Regency Energy Partners LP

Notes to Unaudited Condensed Consolidated Financial Statements—(Continued)

 

8. Series A Convertible Redeemable Preferred Units

On September 2, 2009, the Partnership issued 4,371,586 Series A Preferred Units. As of March 31, 2010, the Series A Preferred Units were convertible to 4,584,192 common units, and if outstanding, are mandatorily redeemable on September 2, 2029 for $80,000,000 plus all accrued but unpaid distributions thereon. The Series A Preferred Units receive fixed quarterly cash distributions of $0.445 per unit beginning with the quarter ending March 31, 2010, if outstanding on the record dates of the Partnership’s common units distributions. Effective as of March 2, 2010, holders can elect to convert Series A Preferred Units to common units at any time in accordance with the partnership agreement.

Upon a change in control, each unitholder may, at its option, require the Partnership to purchase the Series A Preferred Units for an amount equal to 101 percent of the total of the face value of the Series A Preferred Units plus all accrued but unpaid distribution thereon. Subsequent to the ETE Acquisition, no unitholder has exercised this option.
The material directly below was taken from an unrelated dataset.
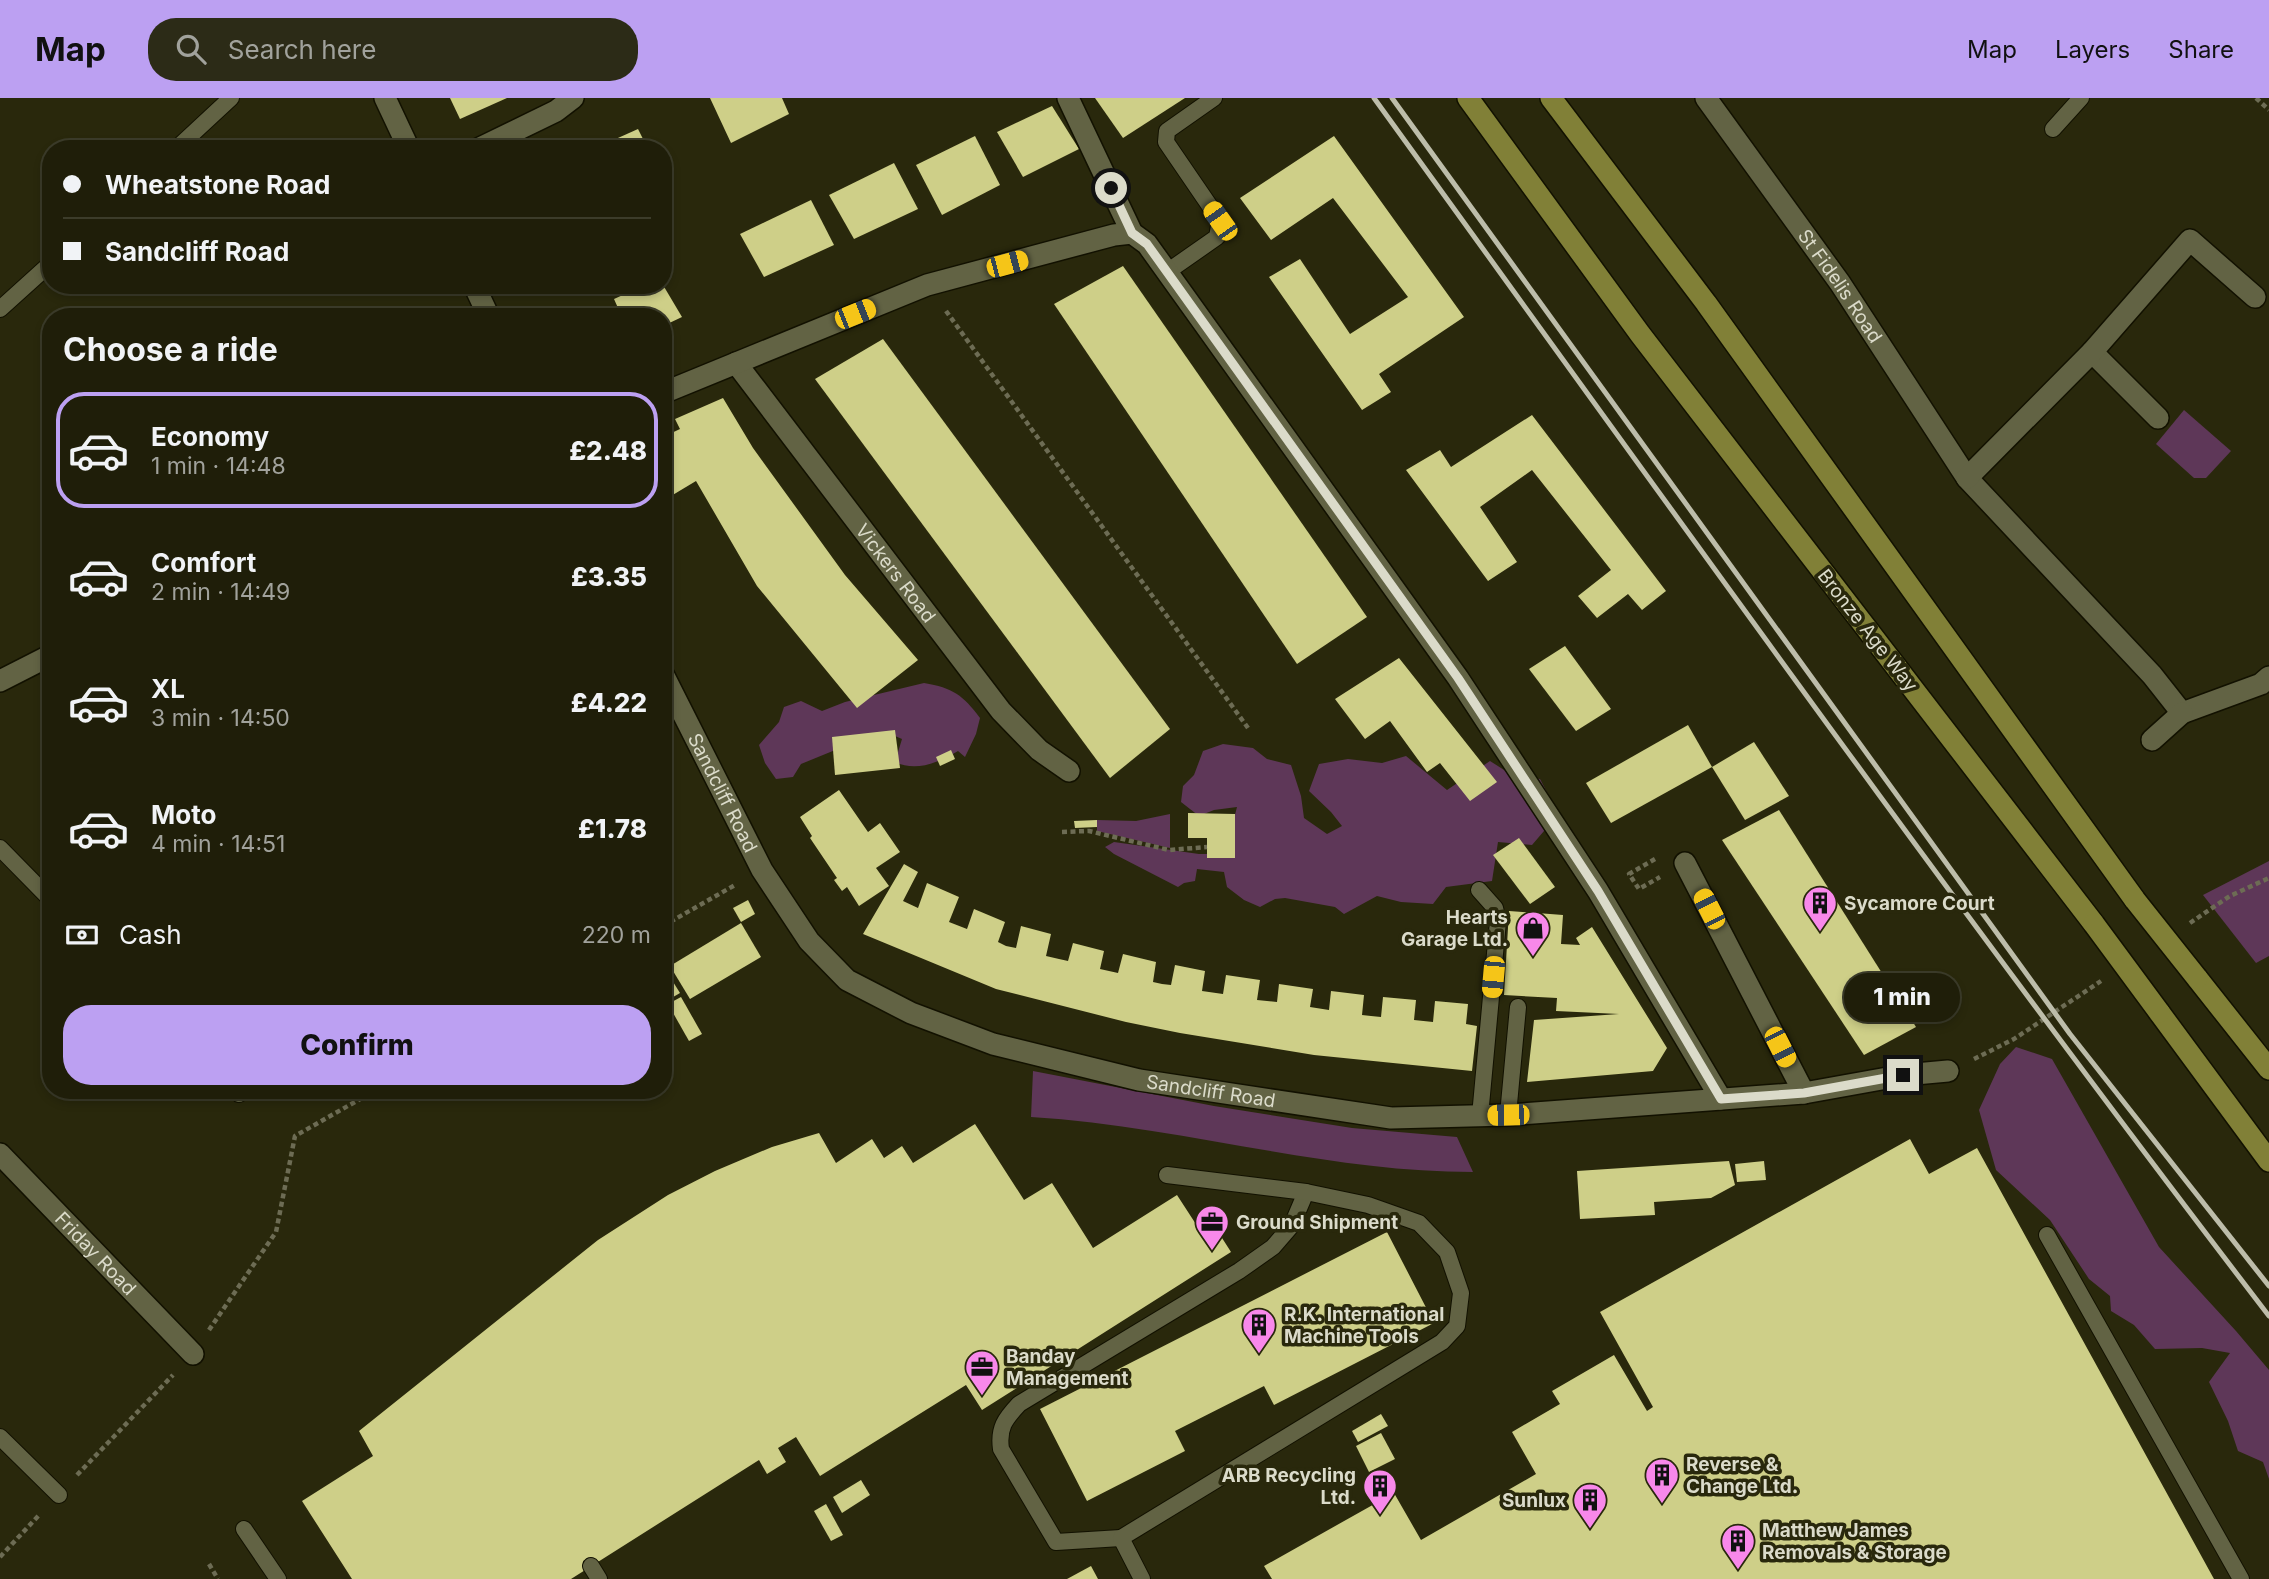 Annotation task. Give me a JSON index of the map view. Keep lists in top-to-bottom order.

As disclosed in Note 1, the Partnership’s Series A Preferred Units were adjusted to fair value of $70,793,000 on May 26, 2010. The following table provides a reconciliation of the beginning and ending balances of the Series A Preferred Units for the six months ended June 30, 2010.

 

     For the Six Months Ended
June 30, 2010,
 
     Units    Amount  
          (in thousands)  

Beginning balance as of January 1, 2010

   4,371,586    $ 51,711   

Accretion to redemption value from January 1, 2010 to May 25, 2010

   —        55   
             

Balance as of May 25, 2010

   4,371,586      51,766   

Fair value adjustment

   —        19,027   
             

Balance as of May 26, 2010

   4,371,586      70,793   

Accretion to redemption value from May 26, 2010 to June 30, 2010

   —        57   
             

Ending balance as of June 30, 2010

   4,371,586    $ 70,850
             

 

* This amount will be accreted to $80,000,000 plus any accrued and unpaid distributions by deducting amounts from partners’ capital over the 19.25 remaining years.

9. Related Party Transactions

The employees operating the assets of the Partnership and its subsidiaries and all those providing staff or support services are employees of the General Partner. Pursuant to the Partnership Agreement, the General Partner receives a monthly reimbursement for all direct and indirect expenses incurred on behalf of the Partnership. Reimbursements of $5,660,000, $10,370,000, $31,065,000, $8,591,000 and $16,209,000, were recorded in the Partnership’s financial statements during the periods from May 26, 2010 to June 30, 2010, from April 1, 2010 to May 25, 2010, from January 1, 2010 to May 25, 2010 and for the three and six months ended June 30, 2009, respectively, as operating expenses or general and administrative expenses, as appropriate.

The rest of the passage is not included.